- The Federal Aviation Administration confirmed the first distribution flight of the coronavirus vaccine took off Friday, according to an emailed statement from the agency dated last Friday.
- The FAA said it supported the first flight and created the "FAA COVID-19 Vaccine Air Transport Team" in October, but didn't provide details on what the team is doing beyond saying it was assisting in the safe and efficient transport of the vaccine.
- United Airlines began shuttling doses of the Pfizer vaccine on charter flights on Friday, according to The Wall Street Journal, which cited "people familiar with the matter." United Airlines did not immediately respond to a request to comment.
Air cargo will play a vital role in the distribution of the coronavirus vaccine, and cargo professionals at airports around the country have been working to prepare for the vaccine.
Pfizer told Supply Chain Dive this month that its distribution will rely on 20 flights taking off daily around the world. The manufacturer plans to make 50 million doses of the vaccine available this year if it is granted approval.

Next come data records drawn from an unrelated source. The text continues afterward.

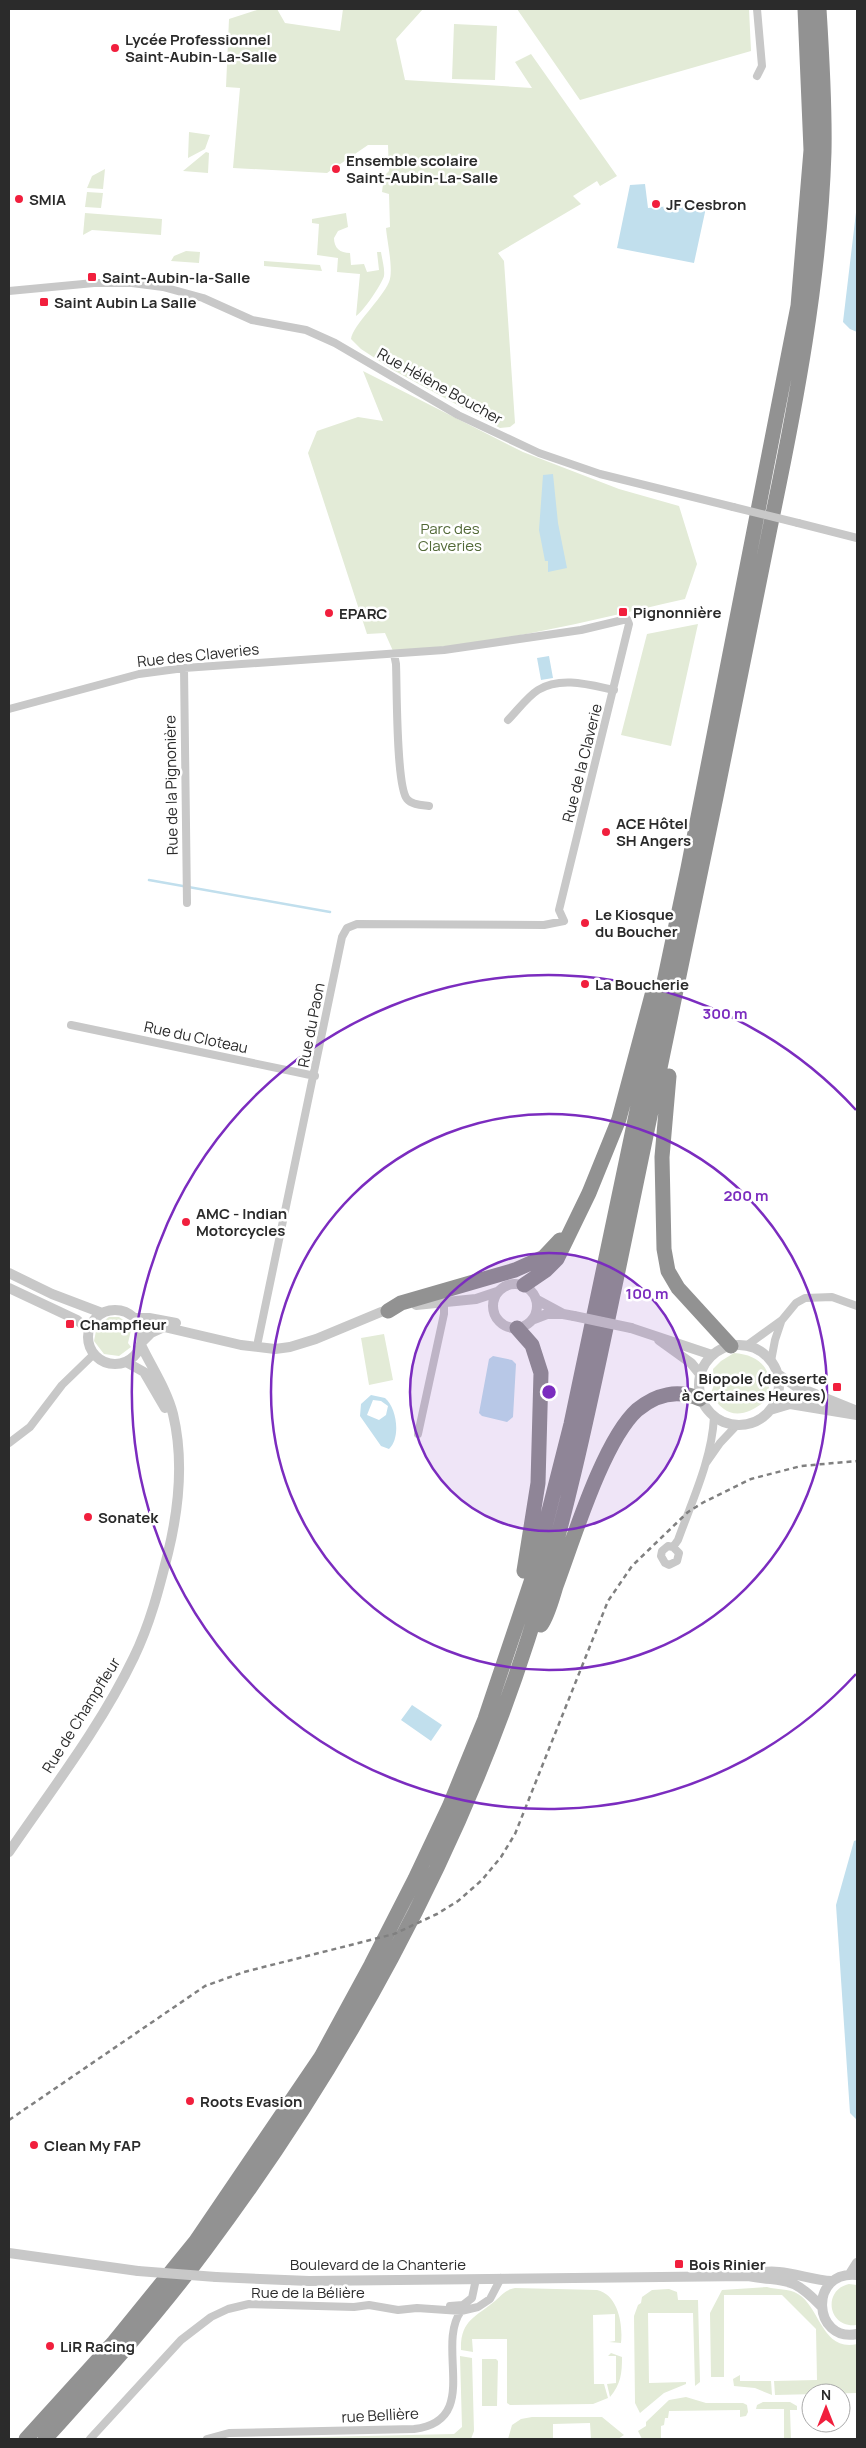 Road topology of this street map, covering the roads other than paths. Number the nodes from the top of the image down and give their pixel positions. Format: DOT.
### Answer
graph roads {
  1 [pos="757,9"];
  2 [pos="805,9"];
  3 [pos="818,9"];
  4 [pos="757,76"];
  5 [pos="9,291"];
  6 [pos="857,538"];
  7 [pos="627,620"];
  8 [pos="394,654"];
  9 [pos="184,668"];
  10 [pos="614,690"];
  11 [pos="9,709"];
  12 [pos="508,720"];
  13 [pos="429,806"];
  14 [pos="688,868"];
  15 [pos="187,903"];
  16 [pos="564,921"];
  17 [pos="676,996"];
  18 [pos="71,1025"];
  19 [pos="315,1076"];
  20 [pos="582,1208"];
  21 [pos="9,1273"];
  22 [pos="524,1285"];
  23 [pos="9,1288"];
  24 [pos="497,1292"];
  25 [pos="476,1299"];
  26 [pos="537,1300"];
  27 [pos="444,1301"];
  28 [pos="857,1306"];
  29 [pos="388,1311"];
  30 [pos="493,1311"];
  31 [pos="102,1313"];
  32 [pos="568,1315"];
  33 [pos="135,1318"];
  34 [pos="534,1319"];
  35 [pos="782,1320"];
  36 [pos="517,1328"];
  37 [pos="89,1330"];
  38 [pos="652,1335"];
  39 [pos="258,1341"];
  40 [pos="305,1342"];
  41 [pos="142,1344"];
  42 [pos="739,1346"];
  43 [pos="94,1354"];
  44 [pos="712,1355"];
  45 [pos="771,1361"];
  46 [pos="126,1362"];
  47 [pos="700,1374"];
  48 [pos="778,1374"];
  49 [pos="700,1399"];
  50 [pos="770,1410"];
  51 [pos="857,1411"];
  52 [pos="857,1416"];
  53 [pos="714,1417"];
  54 [pos="736,1426"];
  55 [pos="418,1434"];
  56 [pos="176,1437"];
  57 [pos="9,1443"];
  58 [pos="702,1469"];
  59 [pos="673,1547"];
  60 [pos="528,1640"];
  61 [pos="512,1641"];
  62 [pos="9,1852"];
  63 [pos="9,2253"];
  64 [pos="857,2263"];
  65 [pos="854,2275"];
  66 [pos="748,2276"];
  67 [pos="501,2278"];
  68 [pos="476,2279"];
  69 [pos="832,2281"];
  70 [pos="821,2306"];
  71 [pos="428,2308"];
  72 [pos="461,2311"];
  73 [pos="857,2334"];
  74 [pos="26,2439"];
  75 [pos="45,2439"];
  76 [pos="90,2439"];
  77 [pos="207,2439"];
  1 -- 4 [label="street"];
  2 -- 14 [label="highway"];
  3 -- 17 [label="highway"];
  5 -- 6 [label="street, Rue Hélène Boucher, bridge"];
  7 -- 8 [label="street, Rue des Claveries"];
  7 -- 10 [label="street, Rue de la Claverie"];
  8 -- 9 [label="street, Rue des Claveries"];
  8 -- 13 [label="street"];
  9 -- 11 [label="street, Rue des Claveries"];
  9 -- 15 [label="street, Rue de la Pignonière"];
  10 -- 12 [label="street, Rue de la Claverie"];
  10 -- 16 [label="street, Rue de la Claverie"];
  14 -- 20 [label="highway"];
  14 -- 61 [label="highway"];
  16 -- 19 [label="street, Rue du Paon"];
  17 -- 42 [label="highway"];
  17 -- 60 [label="highway"];
  18 -- 19 [label="street, Rue du Cloteau"];
  19 -- 39 [label="street, Rue du Paon"];
  20 -- 22 [label="highway"];
  20 -- 29 [label="highway"];
  21 -- 31 [label="street"];
  22 -- 24 [label="street"];
  22 -- 26 [label="street"];
  23 -- 37 [label="street"];
  24 -- 25 [label="street"];
  24 -- 30 [label="street"];
  25 -- 27 [label="street"];
  25 -- 30 [label="street"];
  26 -- 32 [label="street"];
  26 -- 34 [label="street"];
  27 -- 29 [label="street"];
  27 -- 55 [label="street"];
  28 -- 35 [label="street"];
  29 -- 40 [label="street"];
  30 -- 36 [label="street"];
  31 -- 33 [label="street"];
  31 -- 37 [label="street"];
  32 -- 34 [label="street"];
  32 -- 38 [label="street, bridge"];
  33 -- 39 [label="street"];
  33 -- 41 [label="street"];
  34 -- 36 [label="street"];
  35 -- 42 [label="street"];
  35 -- 45 [label="street"];
  36 -- 61 [label="highway"];
  37 -- 43 [label="street"];
  38 -- 44 [label="street"];
  38 -- 47 [label="street"];
  39 -- 40 [label="street"];
  40 -- 41 [label="street"];
  41 -- 46 [label="street"];
  41 -- 56 [label="street, Rue de Champfleur"];
  42 -- 44 [label="street"];
  42 -- 45 [label="street"];
  43 -- 46 [label="street"];
  43 -- 57 [label="street"];
  44 -- 47 [label="street"];
  45 -- 48 [label="street"];
  46 -- 56 [label="street, Rue de Champfleur"];
  47 -- 49 [label="street"];
  48 -- 50 [label="street"];
  48 -- 51 [label="street"];
  49 -- 53 [label="street"];
  49 -- 60 [label="highway"];
  50 -- 52 [label="street"];
  50 -- 54 [label="street"];
  53 -- 54 [label="street"];
  53 -- 58 [label="street"];
  54 -- 58 [label="street"];
  56 -- 62 [label="street, Rue de Champfleur"];
  58 -- 59 [label="street"];
  60 -- 75 [label="highway"];
  61 -- 74 [label="highway"];
  63 -- 68 [label="street, Boulevard de la Chanterie, bridge"];
  64 -- 65 [label="street"];
  65 -- 69 [label="street"];
  66 -- 67 [label="street, Boulevard de la Chanterie"];
  66 -- 69 [label="street, Boulevard de la Chanterie"];
  66 -- 70 [label="street, Boulevard de la Chanterie"];
  67 -- 68 [label="street, Boulevard de la Chanterie"];
  67 -- 72 [label="street, Rue de la Bélière"];
  68 -- 71 [label="street, Rue de la Bélière"];
  69 -- 70 [label="street"];
  70 -- 73 [label="street, Boulevard de la Chanterie"];
  71 -- 72 [label="street, Rue de la Bélière"];
  71 -- 76 [label="street, Rue de la Bélière"];
  72 -- 77 [label="street, rue Bellière"];
}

DHL, one of the logistics companies involved in the Pfizer vaccine distribution, has been working with its partners to determine the capacity requirements, Larry St Onge, the president for the global sector life sciences and healthcare at DHL, said prior to the FAA announcement.
"The capacity, I believe, will be there," St Onge said.
The pandemic grounded several passenger planes, but those planes could be used for cargo and flown without passengers if capacity becomes an issue, he said.
Emir Pineda, the manager of aviation trade and logistics at Miami International Airport, said the facility has been working to get a fuller account of its cold storage infrastructure and how much of it is available for use with pharmaceuticals.
The airport started to assess its inventory, "to really map out what kind of facilities do we have that can contribute to the distribution of the COVID vaccine," Pineda said.
American Airlines announced Monday it has been conducting trial flights between Miami and South America to prepare for the approval of a vaccine. American Airlines will be able to track the shipments as a result of IT upgrades it made last year, it said.
"The trial flights stimulate the conditions required for the COVID-19 vaccine to stress test the thermal packaging and operational handling process that will ultimately ensure it remains stable as it moves across the globe," the airline said.
The FAA also said it was working with manufacturers, air carriers and airports to provide guidance on transporting large quantities of dry ice. Dry ice releases carbon dioxide gas, which limits the amount that can be carried on a plane.
Pfizer has designed a box for its vaccine that allows it to be transported at minus 70 degrees Celsius (plus or minus 10 degrees Celsius) for up to 10 days. It allows for the vaccine to be stored in the box and refilled with dry ice as needed.
UPS said last week it was increasing its dry ice production capacity to 1,200 pounds per hour in the U.S. and Canada.